# [Task description]
A complete, exact retyping of the data below is required.

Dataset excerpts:
⟨

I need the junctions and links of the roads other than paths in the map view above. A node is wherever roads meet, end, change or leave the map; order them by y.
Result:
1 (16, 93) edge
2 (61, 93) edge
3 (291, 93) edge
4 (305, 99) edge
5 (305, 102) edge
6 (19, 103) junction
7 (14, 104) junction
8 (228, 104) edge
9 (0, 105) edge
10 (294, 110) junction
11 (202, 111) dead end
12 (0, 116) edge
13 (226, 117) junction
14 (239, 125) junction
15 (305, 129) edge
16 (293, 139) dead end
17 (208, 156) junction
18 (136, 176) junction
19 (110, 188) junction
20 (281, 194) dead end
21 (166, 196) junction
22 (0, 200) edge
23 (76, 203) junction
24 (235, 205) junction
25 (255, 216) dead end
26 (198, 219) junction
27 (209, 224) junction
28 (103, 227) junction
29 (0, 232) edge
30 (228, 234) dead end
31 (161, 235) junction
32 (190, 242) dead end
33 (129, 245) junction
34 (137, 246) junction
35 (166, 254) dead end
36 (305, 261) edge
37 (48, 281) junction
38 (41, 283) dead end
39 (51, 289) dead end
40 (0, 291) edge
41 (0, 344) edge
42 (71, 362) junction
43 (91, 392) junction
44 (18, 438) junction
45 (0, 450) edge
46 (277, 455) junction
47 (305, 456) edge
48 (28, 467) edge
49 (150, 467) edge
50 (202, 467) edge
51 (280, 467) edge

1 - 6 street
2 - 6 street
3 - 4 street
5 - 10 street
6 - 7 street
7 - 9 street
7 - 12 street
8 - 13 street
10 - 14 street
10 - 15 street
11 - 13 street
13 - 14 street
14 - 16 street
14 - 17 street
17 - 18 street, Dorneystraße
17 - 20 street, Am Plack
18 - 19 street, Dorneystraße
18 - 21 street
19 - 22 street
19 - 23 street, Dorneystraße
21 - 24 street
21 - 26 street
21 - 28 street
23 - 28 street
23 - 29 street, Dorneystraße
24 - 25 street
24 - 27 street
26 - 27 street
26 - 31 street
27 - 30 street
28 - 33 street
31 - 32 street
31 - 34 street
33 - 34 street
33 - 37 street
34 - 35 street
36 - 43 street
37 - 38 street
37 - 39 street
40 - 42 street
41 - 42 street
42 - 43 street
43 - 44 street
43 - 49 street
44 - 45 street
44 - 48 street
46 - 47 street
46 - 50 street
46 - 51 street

⟩

# [Completed task]
I need the junctions and links of the roads other than paths in the map view above. A node is wherever roads meet, end, change or leave the map; order them by y.
Result:
1 (16, 93) edge
2 (61, 93) edge
3 (291, 93) edge
4 (305, 99) edge
5 (305, 102) edge
6 (19, 103) junction
7 (14, 104) junction
8 (228, 104) edge
9 (0, 105) edge
10 (294, 110) junction
11 (202, 111) dead end
12 (0, 116) edge
13 (226, 117) junction
14 (239, 125) junction
15 (305, 129) edge
16 (293, 139) dead end
17 (208, 156) junction
18 (136, 176) junction
19 (110, 188) junction
20 (281, 194) dead end
21 (166, 196) junction
22 (0, 200) edge
23 (76, 203) junction
24 (235, 205) junction
25 (255, 216) dead end
26 (198, 219) junction
27 (209, 224) junction
28 (103, 227) junction
29 (0, 232) edge
30 (228, 234) dead end
31 (161, 235) junction
32 (190, 242) dead end
33 (129, 245) junction
34 (137, 246) junction
35 (166, 254) dead end
36 (305, 261) edge
37 (48, 281) junction
38 (41, 283) dead end
39 (51, 289) dead end
40 (0, 291) edge
41 (0, 344) edge
42 (71, 362) junction
43 (91, 392) junction
44 (18, 438) junction
45 (0, 450) edge
46 (277, 455) junction
47 (305, 456) edge
48 (28, 467) edge
49 (150, 467) edge
50 (202, 467) edge
51 (280, 467) edge

1 - 6 street
2 - 6 street
3 - 4 street
5 - 10 street
6 - 7 street
7 - 9 street
7 - 12 street
8 - 13 street
10 - 14 street
10 - 15 street
11 - 13 street
13 - 14 street
14 - 16 street
14 - 17 street
17 - 18 street, Dorneystraße
17 - 20 street, Am Plack
18 - 19 street, Dorneystraße
18 - 21 street
19 - 22 street
19 - 23 street, Dorneystraße
21 - 24 street
21 - 26 street
21 - 28 street
23 - 28 street
23 - 29 street, Dorneystraße
24 - 25 street
24 - 27 street
26 - 27 street
26 - 31 street
27 - 30 street
28 - 33 street
31 - 32 street
31 - 34 street
33 - 34 street
33 - 37 street
34 - 35 street
36 - 43 street
37 - 38 street
37 - 39 street
40 - 42 street
41 - 42 street
42 - 43 street
43 - 44 street
43 - 49 street
44 - 45 street
44 - 48 street
46 - 47 street
46 - 50 street
46 - 51 street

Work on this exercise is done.